Women have many different emotions after childbirth. Having a baby can be an exciting time. For some women, this is a time of stress and, at times, sadness.

The Baby Blues

Nearly 70–80% of new mothers get the baby blues. About 2–3 days after birth, you may begin to feel anxious, sad, and upset. For no clear reason, you may feel angry with the new baby. These feelings are scary, but they fade quickly. The baby blues tend to last from a few hours to a week or so. Most often, they go away without treatment. Until then, do the following to help you:

  • Talk to your partner or a good friend about how you feel.

  • Ask your partner, friends, and family for help.

  • Get out of the house each day, even if it is only for a short while.

  • Join a new mothers’ group and share your feelings with the women you meet there.

Postpartum Depression

For some women, new motherhood brings with it more intense feelings. About 10% of new mothers have postpartum depression. This is marked by feelings of despair, severe anxiety, or hopelessness that get in the way of daily life. It can occur after any birth, not just the first.

Postpartum depression is more likely to occur in women who have had one or more of the following:

  • Mood disorders before pregnancy.

  • Postpartum depression after a previous pregnancy.
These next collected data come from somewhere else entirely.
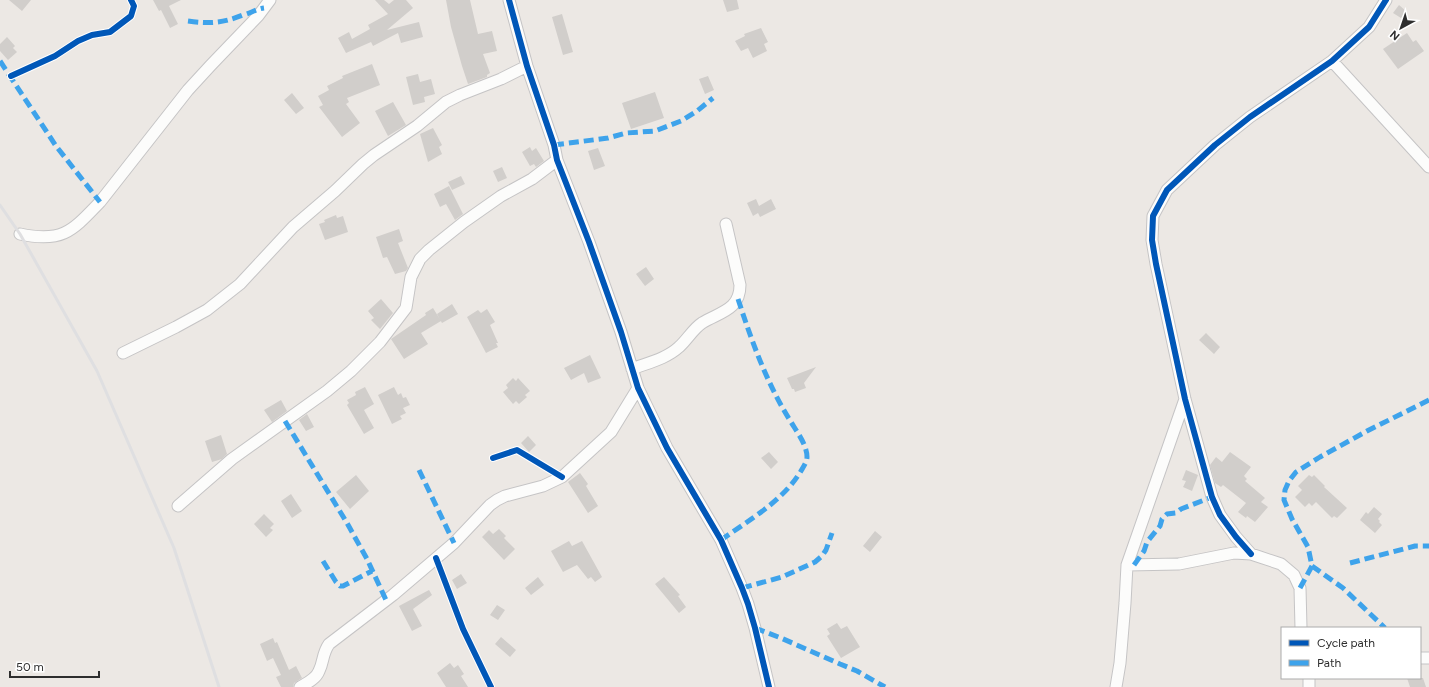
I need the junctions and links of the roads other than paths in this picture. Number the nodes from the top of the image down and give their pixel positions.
1 (270, 0) edge
2 (509, 0) edge
3 (1386, 0) edge
4 (1332, 61) junction
5 (527, 66) junction
6 (557, 160) junction
7 (1429, 167) edge
8 (726, 224) dead end
9 (20, 234) dead end
10 (123, 353) dead end
11 (632, 368) junction
12 (638, 388) junction
13 (1185, 399) junction
14 (178, 506) dead end
15 (1251, 554) junction
16 (1127, 565) junction
17 (1302, 627) edge
18 (300, 687) edge
19 (769, 687) edge
20 (1116, 687) edge

1 - 9 street
2 - 5 street
3 - 4 street
4 - 7 street
4 - 13 street
5 - 6 street
5 - 10 street
6 - 11 street
6 - 14 street
8 - 11 street
11 - 12 street
12 - 18 street
12 - 19 street
13 - 15 street
13 - 16 street
15 - 16 street
15 - 17 street
16 - 20 street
  • Recent stress, such as losing a loved one, family illness,
    or moving to a new city.

If you are prone to depression, seek professional help and enlist support from your loved ones before your baby arrives. Treatment and counseling will help relieve postpartum depression. Talk to your doctor right away if you have any of these signs of depression:

  • Baby blues that last for more than 2 weeks.
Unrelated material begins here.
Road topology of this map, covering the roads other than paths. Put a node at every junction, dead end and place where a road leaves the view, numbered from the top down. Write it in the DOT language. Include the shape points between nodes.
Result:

  • Strong feelings of depression or anger that come 1–2 months after birth.

  • Not finding pleasure in things that used to make you happy.

  • Intense concern and worry about the baby.

  • Lack of interest in or feelings for the baby or your family.

  • Panic attacks, such as being afraid to be left alone with the baby.

  • Thoughts of harming the baby or yourself.

Return to Daily Living

Having a baby will change the way you live your daily life. Your relationship with your partner will be affected. Your old routines may no longer work. If you know this in advance, you will be a lot more relaxed as you start your life with the new baby.

Your partner also is going through a lot of changes right now. The needs and concerns of partners can be overlooked, with the focus on you and the baby. It is important to spend time together as a family.

Going Back to Work

If you work outside of the home, there are many factors to take into account when thinking about going back to work, such as finances and child care. You also will want to decide about going on with breastfeeding when you go back to work.

No matter what you choose to do, try to discuss it with your partner before the baby is born. Be careful to build in some time for yourself. You cannot know how you will feel about work until after your baby is born.

Sex And Family Planning

Your doctor will suggest when you can resume having sex. It likely will be a month or so after delivery. Make sure your partner understands this, too.

When you and your partner are ready to start having sex again, it is vital to start thinking about birth control. Birth control can allow your body to heal before having another baby and allow you to plan your family. Talk with your doctor about which method is best for you and how long to plan between pregnancies.

Your Follow-up Visit

You will have a postpartum visit with your doctor to make sure that your body has recovered from pregnancy and birth and that you are not having any problems. This visit usually is done within 6 weeks of the birth of your baby. If you had a cesarean birth, your doctor may want to see you sooner to check the incision.

Use this time to bring up any questions or concerns you have about the healing process, breastfeeding, birth control, weight loss, sex, or your emotions. To help you remember everything you want to talk about, jot down any questions you have and bring them with you to this visit.


Finally...

You can improve your chances of having a healthy baby by leading a healthy lifestyle during pregnancy and getting proper prenatal care. Learn as much as you can before the birth of your baby. Know your own body and what to expect during pregnancy, labor, and delivery.